WHAT YOU WILL DO
Go over the records and copy every line with the string "elements".

GIVEN DATA
- - -
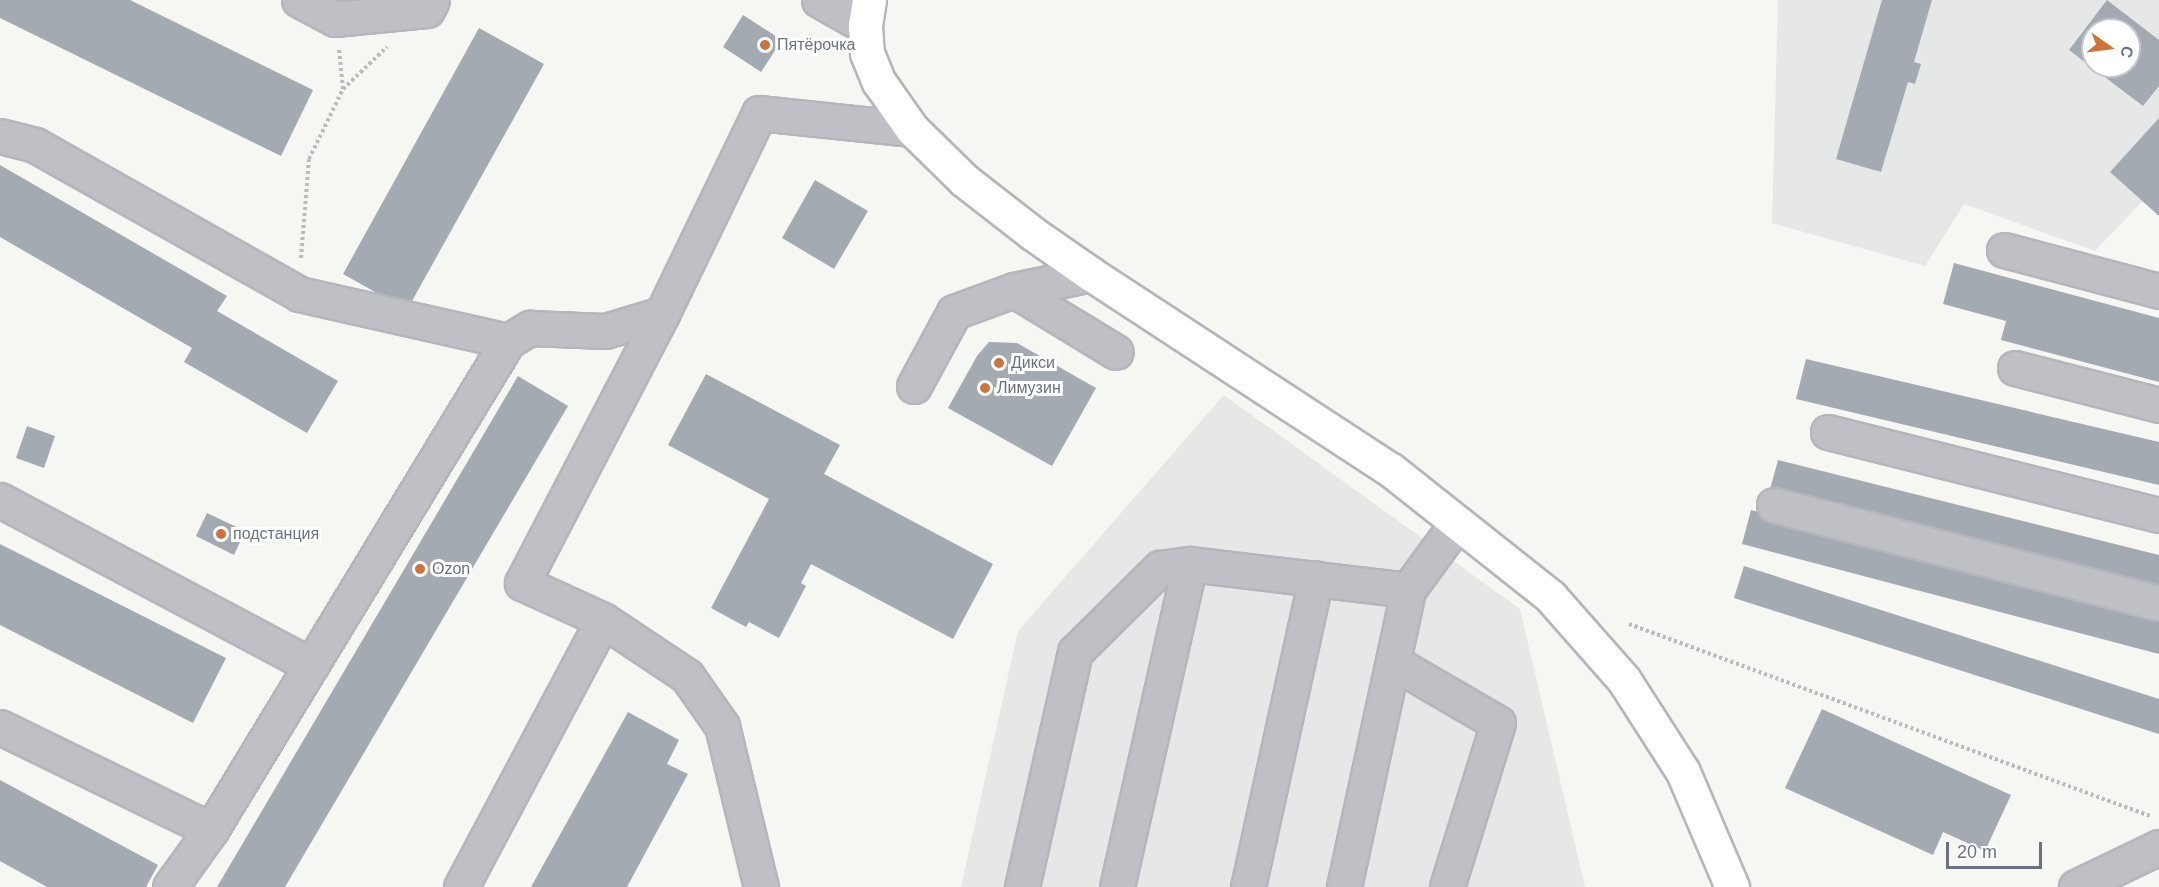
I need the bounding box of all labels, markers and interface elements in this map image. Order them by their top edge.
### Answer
north arrow [2081,18,2141,78]
place label: Пятёрочка [777,35,855,55]
marker: Пятёрочка [758,38,772,52]
text: С [2117,44,2137,60]
place label: Дикси [1011,353,1055,373]
marker: Дикси [992,356,1006,370]
place label: Лимузин [997,378,1061,398]
marker: Лимузин [978,381,992,395]
place label: подстанция [233,524,319,544]
marker: подстанция [214,527,228,541]
place label: Ozon [432,559,470,579]
marker: Ozon [413,562,427,576]
scale bar [1949,830,2045,868]
text: 20 m [1957,842,1997,862]

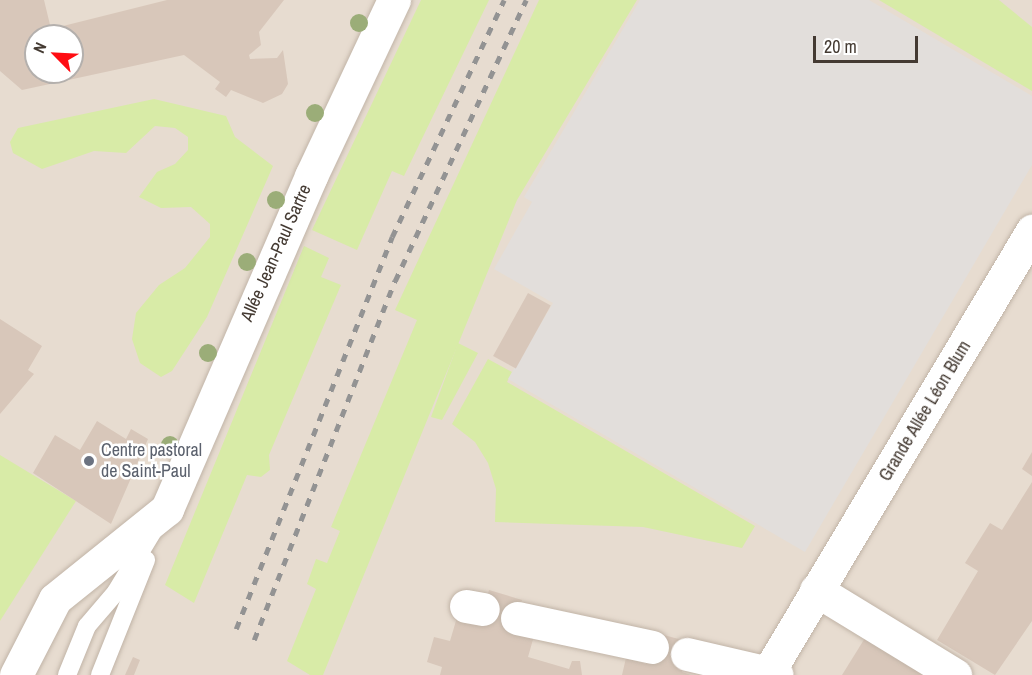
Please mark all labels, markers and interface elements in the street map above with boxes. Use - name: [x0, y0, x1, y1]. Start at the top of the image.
- - -
RESULT FOR THIS EXERCISE
I need the bounding box of all labels, markers and interface elements in this map image. Order them by their top edge.
Please mark all labels, markers and interface elements in the street map above with boxes. Use - name: [x0, y0, x1, y1]. Start at the top of the image.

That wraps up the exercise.